KEY POINTS:
As nervousness about the international outlook offsets evidence of persistent inflation pressure, the money markets see next to no chance that the Reserve Bank will adjust the official cash rate (OCR) at its next review on Thursday.
The official cash rate at 8.25 per cent is already very high by international standards - the average policy rate among the world's 11 major central banks is just over 4.5 per cent - and is the highest it has been since the OCR was adopted as the bank's main lever in the 1990s.
"Market pricing implies very little chance of movement in the official cash rate until the end of 2008 or start of 2009 and we envisage the [Reserve Bank] statement will largely endorse that expectation," ASB Bank chief economist Nick Tuffley said.
First NZ Capital economist Jason Wong said the outlook was for high, above-target inflation for at least the next 12 months, which meant that any easing was out of the question, while the uncertain but clearly negative impact of the global credit crunch meant tightening was also out of the question.
"A tightening of sorts is already occurring anyway, with effective mortgage rates on the rise," he said.
The increased risk premium in wholesale interest rates has raised the cost of funds to banks, which have passed it on in the form of higher mortgage rates.
Since the Reserve Bank last reviewed its official cash rate in December, fixed mortgage rates have risen between 14 and 20 basis points, depending on their term.
Higher interest rates are - at long last - reining in the housing market.
The Real Estate Institute last Wednesday reported that the number of properties sold last month was 32 per cent down on December 2006. The median price at $345,000 was down $7000 on November and only 4.5 per cent higher than a year earlier, a far cry from the double-digit house price inflation of previous years.
Similarly, Thursday's consumer price index data showed a deceleration in inflation in the non-tradeables or inward-facing parts of the economy.
Other than that, there was nothing in the inflation report to reassure the central bank.
Not only was the headline inflation rate at 3.2 per cent higher than it expected, and back outside its target band, measures of core inflation like the trimmed mean (3.5 per cent) and weighted median (3.2 per cent) were high as well.
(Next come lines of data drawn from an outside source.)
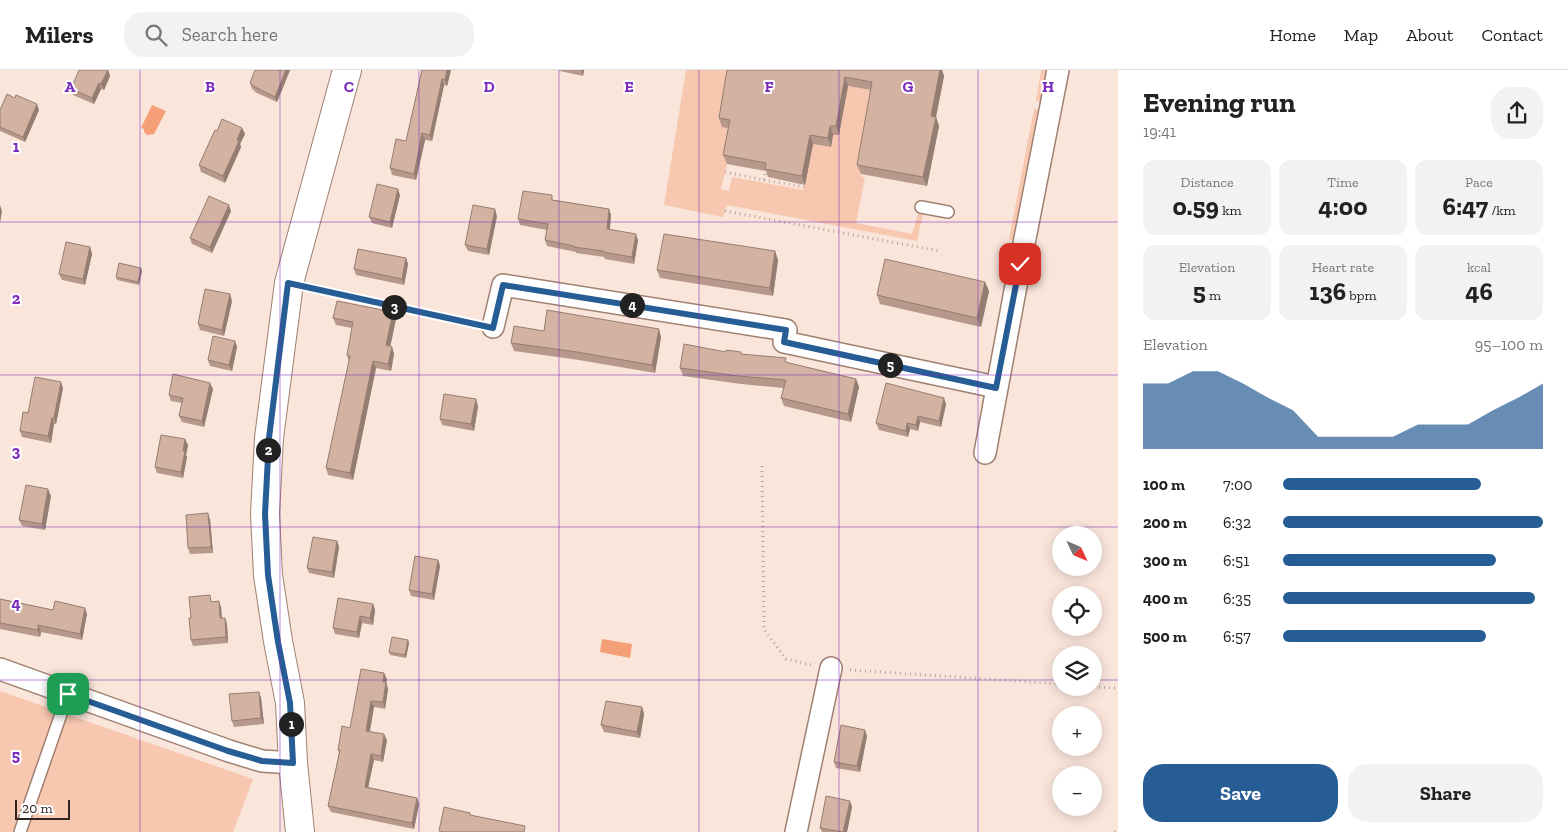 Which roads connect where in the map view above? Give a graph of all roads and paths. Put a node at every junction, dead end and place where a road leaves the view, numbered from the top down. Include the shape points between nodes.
1 (347, 70) edge
2 (1058, 70) edge
3 (767, 165) edge
4 (725, 172) dead end
5 (764, 180) junction
6 (805, 187) dead end
7 (921, 207) dead end
8 (725, 211) dead end
9 (948, 212) dead end
10 (940, 251) dead end
11 (288, 283) junction
12 (493, 328) joint
13 (996, 388) junction
14 (985, 453) dead end
15 (762, 466) dead end
16 (831, 668) junction
17 (0, 669) edge
18 (1052, 683) edge
19 (1102, 687) edge
20 (1118, 688) edge
21 (68, 694) junction
22 (293, 763) junction
23 (1118, 829) edge
24 (20, 832) edge
25 (300, 832) edge
26 (796, 832) edge
27 (1114, 832) edge

1 - 11 street
2 - 13 street
3 - 5 path
4 - 5 path
5 - 6 path
7 - 9 lane
8 - 10 path
11 - 12 path
11 - 22 street via 269,438 265,514 268,575 290,703
12 - 13 street via 503,285 786,330 784,342
13 - 14 street
15 - 16 path via 764,629 786,659
16 - 18 path
16 - 26 street
17 - 21 street
19 - 20 path
21 - 22 street via 253,759
21 - 24 lane
22 - 25 street
23 - 27 path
Two-thirds of the CPI's increase was explained by higher petrol and food prices.
"These frequently purchased items carry a greater risk of lifting consumers' inflation expectations over the next couple of years," Tuffley said.
Inflation has averaged just over 3 per cent over the past three years and is widely forecast to remain over 3 per cent through 2008. In the context of a tight labour market the risk is that higher inflation expectations become self-fulfilling, through a wage-price spiral. There was also little joy for the Reserve Bank in the New Zealand Institute of Economic Research quarterly survey of business opinion, released last Tuesday.
The survey depicts an economy which remains capacity-constrained despite the slowdown under way.
Firms reported little spare capacity in physical plant and increased difficulty in finding both skilled and unskilled labour.
And their responses to the survey's questions about costs and pricing intentions would give the Reserve Bank no grounds to feel comfortable, the institute said. But Governor Alan Bollard has to weigh the clear and present danger of inflation at home against the increasingly menacing international outlook.
"Despite the current carnage on global equity markets, we expect the Australian and Asian economies to be relatively unscathed by the US slowdown," Westpac chief economist Brendan O'Donovan said.
"The Australian economy is booming and in Asia low or negative real interest rates are resulting in very high credit growth. So long as this remains the case - and we expect it to - inflation will be New Zealand's dominant problem."
And, he said, while higher interest rates and petrol prices, and the housing market correction, were slowing the New Zealand economy, there were strong forces acting the other way in the form of wage growth, a wall of dairy cash and the prospect of tax cuts.